The three left-leaning Cabinet members said the objectives of the talks were to address the roots of poverty and achieve a just and lasting peace, and pointed out the initial gains that have been made before the talks broke down.
But whatever gains there might have been are now for naught. President Duterte has branded the communists as terrorists. With the latest round of talks in Rome ending inconclusively —the parties were deadlocked over the communists’ demand to release rebels in detention—the latter launched attacks on the government even before the declared suspension of the ceasefire.
At the outset it was clear that the Duterte administration was prepared to bend over backwards just so the talks would progress. It accepted and considered the demands of the communists. Most tellingly, the President appointed Taguiwalo, Mariano and Maza to his official family—a clear invitation to be part of nation-building. A Cabinet position, after all, is not an ordinary government post. To be a secretary is to be an alter-ego of the President.
And being so demands that the alter ego act and speak and harbor ideas similar to the President’s. Any less would be an aberration.
In November, there was outrage from some sectors over the burial of former President Ferdinand Marcos at the Libingan ng mga Bayani. Mr. Duterte allowed it—and the Supreme Court removed all obstacles to it. The three Cabinet members registered their opposition to the burial, but did not step down saying they could agree to disagree within the official family.
Now that the peace talks have broken down again due to apparent bad faith, it makes little sense for Taguiwalo, Mariano and Maza to stay on. How can they faithfully carry out their duties as part of the Duterte administration, the same administration that now sees their comrades as terrorists? How can they work within the government that their groups now despise and attack for not giving in completely to their demands?

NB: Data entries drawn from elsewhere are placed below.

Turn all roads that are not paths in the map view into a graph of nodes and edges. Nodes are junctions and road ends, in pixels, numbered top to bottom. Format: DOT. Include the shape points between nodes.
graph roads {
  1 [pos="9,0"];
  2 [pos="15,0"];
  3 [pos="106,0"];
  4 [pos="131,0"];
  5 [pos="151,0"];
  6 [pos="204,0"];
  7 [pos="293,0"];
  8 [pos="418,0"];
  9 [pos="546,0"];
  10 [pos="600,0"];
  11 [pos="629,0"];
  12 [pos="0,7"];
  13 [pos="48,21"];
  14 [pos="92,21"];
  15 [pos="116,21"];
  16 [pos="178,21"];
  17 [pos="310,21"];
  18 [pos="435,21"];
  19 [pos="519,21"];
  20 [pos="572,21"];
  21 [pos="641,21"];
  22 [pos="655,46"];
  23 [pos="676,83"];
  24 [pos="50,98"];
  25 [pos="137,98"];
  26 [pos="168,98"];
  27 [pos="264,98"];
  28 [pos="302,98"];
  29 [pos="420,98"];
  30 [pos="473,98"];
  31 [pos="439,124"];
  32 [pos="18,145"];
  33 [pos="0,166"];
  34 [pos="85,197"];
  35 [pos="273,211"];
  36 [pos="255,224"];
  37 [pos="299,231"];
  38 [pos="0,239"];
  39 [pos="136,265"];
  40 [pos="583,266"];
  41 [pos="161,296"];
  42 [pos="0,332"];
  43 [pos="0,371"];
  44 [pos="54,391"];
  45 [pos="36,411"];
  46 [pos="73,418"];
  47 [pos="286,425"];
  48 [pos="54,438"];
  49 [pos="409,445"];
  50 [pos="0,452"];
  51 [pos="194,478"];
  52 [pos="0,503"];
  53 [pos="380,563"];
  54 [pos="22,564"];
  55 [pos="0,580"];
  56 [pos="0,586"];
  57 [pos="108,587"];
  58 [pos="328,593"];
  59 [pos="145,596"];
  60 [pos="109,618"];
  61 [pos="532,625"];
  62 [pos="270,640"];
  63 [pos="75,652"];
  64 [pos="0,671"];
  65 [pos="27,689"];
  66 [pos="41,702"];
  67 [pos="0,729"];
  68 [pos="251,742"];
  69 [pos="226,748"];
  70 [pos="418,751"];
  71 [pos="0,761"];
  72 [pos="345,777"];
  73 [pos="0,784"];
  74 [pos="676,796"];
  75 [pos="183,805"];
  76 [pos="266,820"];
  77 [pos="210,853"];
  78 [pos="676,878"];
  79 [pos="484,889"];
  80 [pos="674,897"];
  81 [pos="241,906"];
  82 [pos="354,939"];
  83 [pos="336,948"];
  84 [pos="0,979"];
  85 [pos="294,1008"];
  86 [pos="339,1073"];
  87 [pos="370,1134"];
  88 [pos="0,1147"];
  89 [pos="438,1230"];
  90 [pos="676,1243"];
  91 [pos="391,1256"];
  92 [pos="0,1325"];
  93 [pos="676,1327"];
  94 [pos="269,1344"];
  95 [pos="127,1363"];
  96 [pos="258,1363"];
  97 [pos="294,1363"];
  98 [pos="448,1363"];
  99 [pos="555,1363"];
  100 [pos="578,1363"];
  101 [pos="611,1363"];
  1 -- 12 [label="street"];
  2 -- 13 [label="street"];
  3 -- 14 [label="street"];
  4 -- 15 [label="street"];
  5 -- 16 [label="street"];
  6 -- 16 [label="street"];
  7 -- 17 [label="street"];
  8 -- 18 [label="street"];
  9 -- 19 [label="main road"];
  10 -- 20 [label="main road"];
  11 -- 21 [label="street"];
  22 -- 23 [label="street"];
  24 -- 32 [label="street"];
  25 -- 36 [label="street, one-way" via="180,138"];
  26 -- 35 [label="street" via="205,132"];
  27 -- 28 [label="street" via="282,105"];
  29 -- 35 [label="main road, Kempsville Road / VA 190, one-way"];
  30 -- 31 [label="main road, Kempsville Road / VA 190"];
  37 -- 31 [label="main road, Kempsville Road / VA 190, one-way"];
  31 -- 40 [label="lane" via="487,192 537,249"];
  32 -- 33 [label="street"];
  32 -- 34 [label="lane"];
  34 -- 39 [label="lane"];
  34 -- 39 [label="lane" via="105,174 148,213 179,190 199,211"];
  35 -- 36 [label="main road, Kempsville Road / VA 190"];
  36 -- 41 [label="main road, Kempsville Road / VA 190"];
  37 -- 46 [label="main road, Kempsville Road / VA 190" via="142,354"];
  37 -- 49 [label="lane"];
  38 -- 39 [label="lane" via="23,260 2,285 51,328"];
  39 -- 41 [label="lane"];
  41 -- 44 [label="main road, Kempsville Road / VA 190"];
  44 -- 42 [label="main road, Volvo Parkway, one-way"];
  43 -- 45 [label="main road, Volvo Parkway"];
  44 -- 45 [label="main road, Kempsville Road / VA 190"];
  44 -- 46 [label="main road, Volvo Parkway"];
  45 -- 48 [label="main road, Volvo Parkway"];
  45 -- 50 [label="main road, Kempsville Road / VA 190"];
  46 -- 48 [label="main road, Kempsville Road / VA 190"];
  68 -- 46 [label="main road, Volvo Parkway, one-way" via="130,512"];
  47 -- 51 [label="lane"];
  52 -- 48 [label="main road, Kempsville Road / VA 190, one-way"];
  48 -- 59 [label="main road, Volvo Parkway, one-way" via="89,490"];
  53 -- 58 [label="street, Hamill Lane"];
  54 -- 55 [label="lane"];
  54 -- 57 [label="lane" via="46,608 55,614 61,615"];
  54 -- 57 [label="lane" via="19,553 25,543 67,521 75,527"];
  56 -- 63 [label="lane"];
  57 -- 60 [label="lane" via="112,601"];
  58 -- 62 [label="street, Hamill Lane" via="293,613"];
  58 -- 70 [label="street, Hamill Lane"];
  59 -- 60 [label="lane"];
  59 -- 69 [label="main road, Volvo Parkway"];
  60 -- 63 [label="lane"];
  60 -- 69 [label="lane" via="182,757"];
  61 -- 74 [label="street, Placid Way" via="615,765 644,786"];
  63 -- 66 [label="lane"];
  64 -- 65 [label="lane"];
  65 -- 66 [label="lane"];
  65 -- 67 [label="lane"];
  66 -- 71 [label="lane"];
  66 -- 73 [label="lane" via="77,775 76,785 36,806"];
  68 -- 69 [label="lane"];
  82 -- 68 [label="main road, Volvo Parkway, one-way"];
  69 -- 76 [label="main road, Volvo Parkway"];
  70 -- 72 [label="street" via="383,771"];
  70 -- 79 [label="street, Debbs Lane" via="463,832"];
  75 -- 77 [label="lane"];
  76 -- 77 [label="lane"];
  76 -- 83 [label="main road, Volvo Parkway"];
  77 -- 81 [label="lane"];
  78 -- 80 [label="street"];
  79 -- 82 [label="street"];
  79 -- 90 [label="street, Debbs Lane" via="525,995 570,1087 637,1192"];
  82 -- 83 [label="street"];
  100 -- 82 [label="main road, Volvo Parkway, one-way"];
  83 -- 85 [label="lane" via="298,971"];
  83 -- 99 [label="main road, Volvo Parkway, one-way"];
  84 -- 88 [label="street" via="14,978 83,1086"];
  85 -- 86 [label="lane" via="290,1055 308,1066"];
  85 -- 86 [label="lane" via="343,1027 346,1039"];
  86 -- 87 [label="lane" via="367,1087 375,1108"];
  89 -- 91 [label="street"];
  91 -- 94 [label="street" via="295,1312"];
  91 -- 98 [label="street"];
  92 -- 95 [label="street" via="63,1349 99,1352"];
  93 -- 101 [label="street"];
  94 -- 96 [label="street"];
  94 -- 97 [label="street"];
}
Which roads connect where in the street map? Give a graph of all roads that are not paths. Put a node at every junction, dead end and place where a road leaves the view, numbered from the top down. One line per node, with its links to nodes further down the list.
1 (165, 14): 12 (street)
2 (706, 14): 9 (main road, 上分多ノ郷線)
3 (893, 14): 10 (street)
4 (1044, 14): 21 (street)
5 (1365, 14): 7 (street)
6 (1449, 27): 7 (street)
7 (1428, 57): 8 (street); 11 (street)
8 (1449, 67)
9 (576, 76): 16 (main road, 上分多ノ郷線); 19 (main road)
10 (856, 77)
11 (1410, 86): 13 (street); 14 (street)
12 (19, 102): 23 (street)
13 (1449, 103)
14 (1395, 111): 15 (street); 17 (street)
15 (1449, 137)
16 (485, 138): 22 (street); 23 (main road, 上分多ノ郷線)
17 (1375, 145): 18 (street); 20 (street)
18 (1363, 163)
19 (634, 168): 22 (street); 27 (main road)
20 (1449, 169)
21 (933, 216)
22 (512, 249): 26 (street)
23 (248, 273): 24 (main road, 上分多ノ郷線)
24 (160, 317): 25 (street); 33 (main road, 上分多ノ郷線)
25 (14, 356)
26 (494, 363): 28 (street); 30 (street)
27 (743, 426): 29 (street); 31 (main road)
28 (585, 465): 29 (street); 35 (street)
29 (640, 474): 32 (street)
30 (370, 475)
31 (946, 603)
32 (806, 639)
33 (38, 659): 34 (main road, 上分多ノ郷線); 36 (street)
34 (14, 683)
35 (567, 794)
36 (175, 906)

The breakdown of the talks is more than unfortunate. It is tragic. Peace is always the end in mind but the manner in achieving it is a giveaway to its eventual quality. At some point in the future, the talks must resume but either party must ensure it bears no ill will against the other.
Meanwhile, the three officials must take a stand now where they refused to do so, before. Their ability to perform their Cabinet functions are now compromised by their ideology.